Hanyu então tirou de um bolsinho na manga do uniforme o nó de bambu que marcava sua formação. O artesanato mostrava fios de bambu entrelaçados de forma intrincada, o padrão fechando-se de modo impecável; na frente e no verso, fios de lã conectavam as partes (Tatsumi teve um estalo: era por isso que, mesmo com o bambu mais flexível, não seria possível entortá-lo em 180 graus; a ligação era feita por esses fios), e o nó se prendia a um círculo de bambu vazado por um conector.

Tatsumi não pôde deixar de comentar: “Que trabalho minucioso!”

“Fiz este nó aos dezoito anos, por isso meu pai sempre dizia que eu tinha talento para a carpintaria”, contou Hanyu, e Tatsumi notou um brilho de saudade e amargura em seu olhar.

Tsuchida também percebeu e, de repente, perguntou: “Hanyu, atualmente você vive com sua neta, não é?”

Tatsumi se perguntou o motivo daquela pergunta, quando Hanyu prosseguiu: “Sim, apenas nós dois, por conta de alguns acidentes.”

“Foi no começo do ano passado. Meu filho e minha nora sofreram um acidente de trânsito. Minha esposa, abalada, não resistiu e faleceu dois meses depois de acamada. Quando a desgraça vem, nunca vem só. Eu quase não sobrevivi a tudo isso.”

Tentando se recompor diante da dor, Hanyu tirou o lenço da cabeça e o apertou nas mãos, mordendo os lábios para se acalmar.

Tsuchida, com voz suave, perguntou: “Lamento muito o que passou. Como conseguiu superar tudo isso?”

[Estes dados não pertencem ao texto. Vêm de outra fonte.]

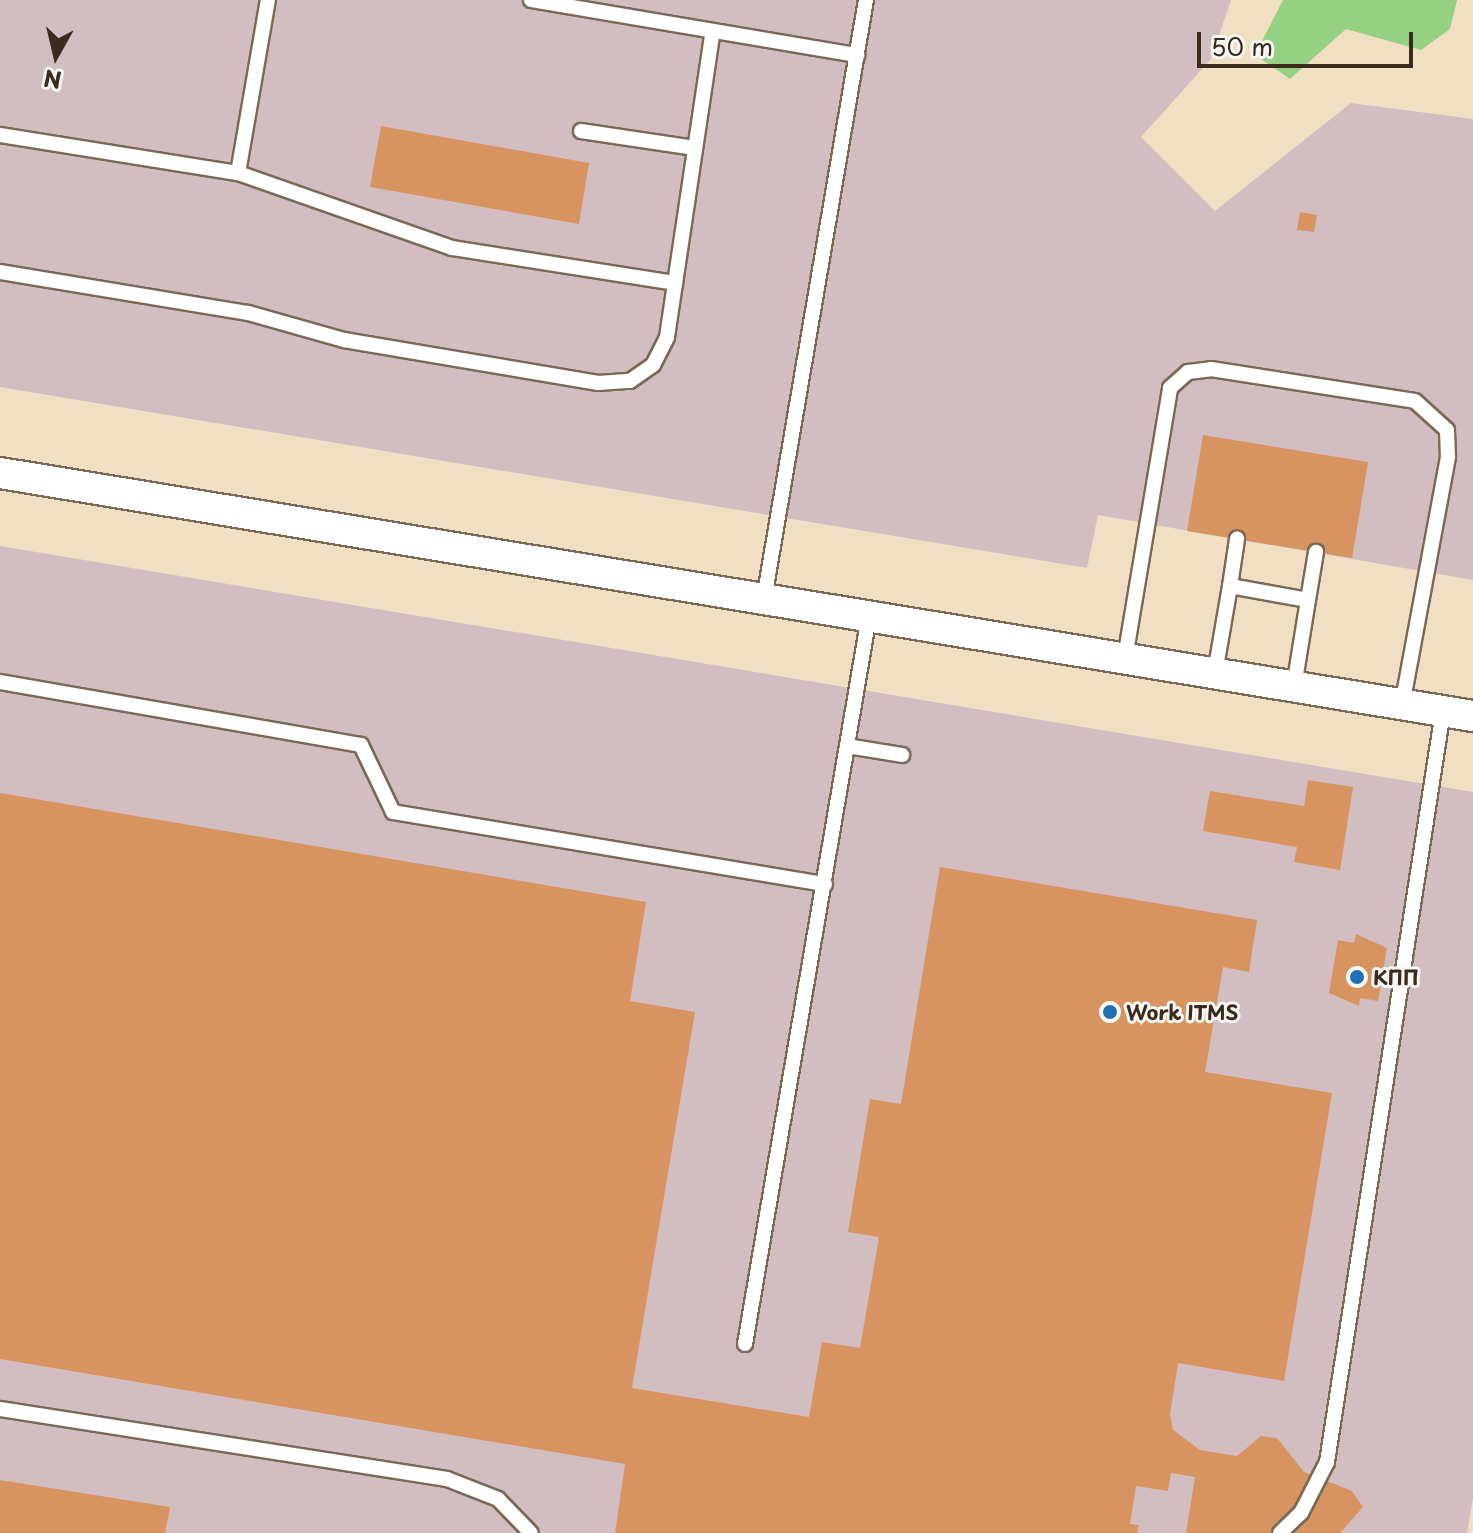 <!DOCTYPE html>
<html>
<head>
<meta charset="utf-8">
<style>
  body { margin:0 }
  #map { position:relative; width:1473px; height:1533px; overflow:hidden; background:#f0dfc2; font-family:"Playpen Sans",sans-serif }
  div>[style] { position:absolute }
  [style*='--x'] { left:calc(var(--x)*1px); top:calc(var(--y)*1px); width:calc(var(--w)*1px); rotate:calc(var(--a)*1deg) }
  .industrial>* { inset:0; background:#d2bec1 }
  .green>* { inset:0; background:#95d083 }
  .building>* { inset:0; background:#d89460 }
  .roads { filter:drop-shadow(2px 0 #7a6957) drop-shadow(-2px 0 #7a6957) drop-shadow(0 2px #7a6957) drop-shadow(0 -2px #7a6957) }
  .service>* { height:14px; margin:-7px; padding:0 7px; transform-origin:7px; border-radius:7px; background:#fff }
  .minor>* { height:30px; margin:-15px; padding:0 15px; transform-origin:15px; border-radius:15px; background:#fff }
  .dots>* { width:22px; height:22px; translate:-50% -50%; box-sizing:border-box; border:4px solid #f6f6f2; border-radius:50% }
  span { translate:-50% -50%; white-space:nowrap; text-align:center; line-height:1.15; -webkit-text-stroke:6px #f6f6f2; paint-order:stroke }
  .poi-label { font-size:20px; color:#3b2a1e; font-weight:700 }
  .left { translate:0 -50%; text-align:left }
  .north { position:absolute; left:16px; top:16px; width:80px; height:80px; -webkit-text-stroke:6px #f6f6f2; paint-order:stroke; rotate:188deg; font-size:22px; font-weight:700; line-height:32px; text-align:center; color:#3b2a1e }
  .north::after { content:''; display:block; margin:auto; width:28px; height:36px; background:#3b2a1e; clip-path:polygon(50% 0,100% 100%,50% 72%,0 100%) }
  .scale { position:absolute; left:1197px; top:32px; width:216px; height:36px; box-sizing:border-box; border:4px solid #3b2a1e; border-top:0; padding-left:10px; font-size:24px; line-height:28px; white-space:nowrap; color:#3b2a1e; -webkit-text-stroke:6px #f6f6f2; paint-order:stroke }
</style>
</head>
<body>
<div id="map">
  <div class="industrial">
    <i style="clip-path:polygon(0 0,1231px 0,1211px 59px,1141px 137px,1215px 211px,1351px 103px,1473px 119px,1473px 580px,1098px 515px,1087px 568px,0 387px)"></i>
    <i style="clip-path:polygon(0 546px,1473px 792px,1473px 1498px,1467px 1533px,0 1533px)"></i>
  </div>
  <div class="green">
    <i style="clip-path:polygon(1283px 0,1457px 0,1450px 29px,1421px 50px,1346px 29px,1290px 79px,1255px 55px)"></i>
  </div>
  <div class="building">
    <i style="clip-path:polygon(381px 126px,589px 163px,579px 224px,370px 187px)"></i>
    <i style="clip-path:polygon(1300px 212px,1317px 215px,1314px 232px,1297px 230px)"></i>
    <i style="clip-path:polygon(1203px 435px,1368px 462px,1352px 558px,1187px 531px)"></i>
    <i style="clip-path:polygon(1308px 780px,1353px 787px,1340px 870px,1294px 862px,1297px 847px,1203px 831px,1210px 791px,1304px 806px)"></i>
    <i style="clip-path:polygon(0 793px,646px 902px,630px 1001px,695px 1012px,632px 1388px,809px 1417px,822px 1342px,860px 1348px,879px 1237px,848px 1232px,870px 1099px,901px 1104px,940px 867px,1257px 920px,1249px 972px,1223px 967px,1205px 1072px,1332px 1093px,1284px 1381px,1178px 1363px,1170px 1415px,1173px 1430px,1200px 1450px,1237px 1456px,1261px 1436px,1277px 1438px,1304px 1472px,1352px 1491px,1363px 1507px,1340px 1533px,1186px 1533px,1195px 1477px,1171px 1473px,1168px 1491px,1136px 1486px,1130px 1524px,1139px 1525px,1137px 1533px,615px 1533px,625px 1464px,0 1359px)"></i>
    <i style="clip-path:polygon(1356px 934px,1387px 948px,1378px 1001px,1360px 998px,1359px 1006px,1329px 993px,1338px 940px,1354px 943px)"></i>
    <i style="clip-path:polygon(0 1480px,170px 1507px,165px 1533px,0 1533px)"></i>
  </div>
  <div class="roads">
    <div class="service">
      <i style="--x:531;--y:0;--w:331;--a:9.6"></i>
      <i style="--x:581;--y:131;--w:115;--a:8.5"></i>
      <i style="--x:0;--y:135;--w:241;--a:9.1"></i>
      <i style="--x:238;--y:173;--w:227;--a:19.3"></i>
      <i style="--x:452;--y:248;--w:226;--a:8.9"></i>
      <i style="--x:238;--y:173;--w:176;--a:-80.2"></i>
      <i style="--x:0;--y:272;--w:251;--a:9.4"></i>
      <i style="--x:248;--y:313;--w:100;--a:15.7"></i>
      <i style="--x:344;--y:340;--w:258;--a:9.6"></i>
      <i style="--x:598;--y:383;--w:32;--a:-4"></i>
      <i style="--x:630;--y:381;--w:28;--a:-35"></i>
      <i style="--x:653;--y:365;--w:31;--a:-63"></i>
      <i style="--x:667;--y:337;--w:309;--a:-81.5"></i>
      <i style="--x:1230;--y:586;--w:48;--a:-81.5"></i>
      <i style="--x:764;--y:599;--w:608;--a:-80.34"></i>
      <i style="--x:1308;--y:600;--w:49;--a:-80.5"></i>
      <i style="--x:1125;--y:658;--w:274;--a:-80.5"></i>
      <i style="--x:1170;--y:388;--w:24;--a:-42"></i>
      <i style="--x:1188;--y:372;--w:23;--a:-7"></i>
      <i style="--x:1211;--y:369;--w:206;--a:8.9"></i>
      <i style="--x:1415;--y:401;--w:43;--a:42.2"></i>
      <i style="--x:1447;--y:430;--w:27;--a:88"></i>
      <i style="--x:1448;--y:457;--w:251;--a:100.5"></i>
      <i style="--x:1215;--y:673;--w:88;--a:-80.2"></i>
      <i style="--x:1230;--y:586;--w:79;--a:10.2"></i>
      <i style="--x:1308;--y:600;--w:87;--a:99.2"></i>
      <i style="--x:0;--y:682;--w:366;--a:9.9"></i>
      <i style="--x:361;--y:745;--w:74;--a:64.5"></i>
      <i style="--x:393;--y:812;--w:438;--a:9.5"></i>
      <i style="--x:847;--y:746;--w:56;--a:9.3"></i>
      <i style="--x:745;--y:1344;--w:738;--a:-80.33"></i>
      <i style="--x:0;--y:1409;--w:452;--a:8.9"></i>
      <i style="--x:447;--y:1479;--w:55;--a:21.4"></i>
      <i style="--x:498;--y:1499;--w:47;--a:45.9"></i>
      <i style="--x:1280;--y:1533;--w:29;--a:-44"></i>
      <i style="--x:1301;--y:1513;--w:57;--a:-63"></i>
      <i style="--x:1327;--y:1462;--w:760;--a:-81.22"></i>
    </div>
    <div class="minor">
      <i style="--x:0;--y:473;--w:1493;--a:9.37"></i>
    </div>
  </div>
  <div class="dots">
    <i style="left:1357px;top:977px;background:#1f6fb2"></i>
    <i style="left:1110px;top:1012px;background:#1f6fb2"></i>
  </div>
  <div class="poi-label">
    <span class="left" style="left:1373px;top:977px">КПП</span>
    <span class="left" style="left:1126px;top:1012px">Work ITMS</span>
  </div>
  <div class="north">N</div>
  <div class="scale">50 m</div>
</div>
</body>
</html>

Hanyu respirou fundo algumas vezes antes de continuar: “Comecei a beber muito, perdi o ânimo para trabalhar. Se não fosse pela ajuda dos meus irmãos, a loja teria fechado. Passei meses assim, perdido. Um dia, embriagado, encostado na porta corrediça, minha neta Kazumi se aproximou timidamente e me entregou um nó de grupo feito por ela.”

Nesse ponto, os olhos de Hanyu se encheram de lágrimas, e sua voz tremeu: “O nó estava todo torto, mal feito, mas vendo aqueles cabelos cheios de lascas de madeira e as mãozinhas arranhadas, achei que era a peça mais preciosa que já tinha visto.”

Aquele homem, já de cabelos totalmente brancos aos pouco mais de sessenta anos, fungou com força e, com uma firmeza renovada, disse: “Foi então que decidi aprender a cuidar sozinho de uma criança: pentear os cabelos dela, levá-la à escola, ajudá-la nas tarefas. Quando era jovem e cuidava do meu filho, nunca fui tão dedicado quanto agora.”

Ele sorriu e concluiu: “Nunca imaginei que aos 62 anos teria de reaprender a ser pai. Sou desajeitado, às vezes, não sei se Kazumi vai acabar se cansando de mim.”

O estúdio ficou em silêncio. Todos ouviram comovidos a autodepreciação do idoso, sem conseguir rir; alguns chegaram a soluçar.

Miyu já chorava, o nariz vermelho.

Tatsumi, emocionado, comentou: “Tenho certeza de que Kazumi será sempre grata, porque enquanto o senhor estiver ao lado dela, todo o peso do mundo se desviará dela para cair sobre o senhor.”

Assim, as palavras de Tatsumi encerraram de forma perfeita aquele episódio do programa.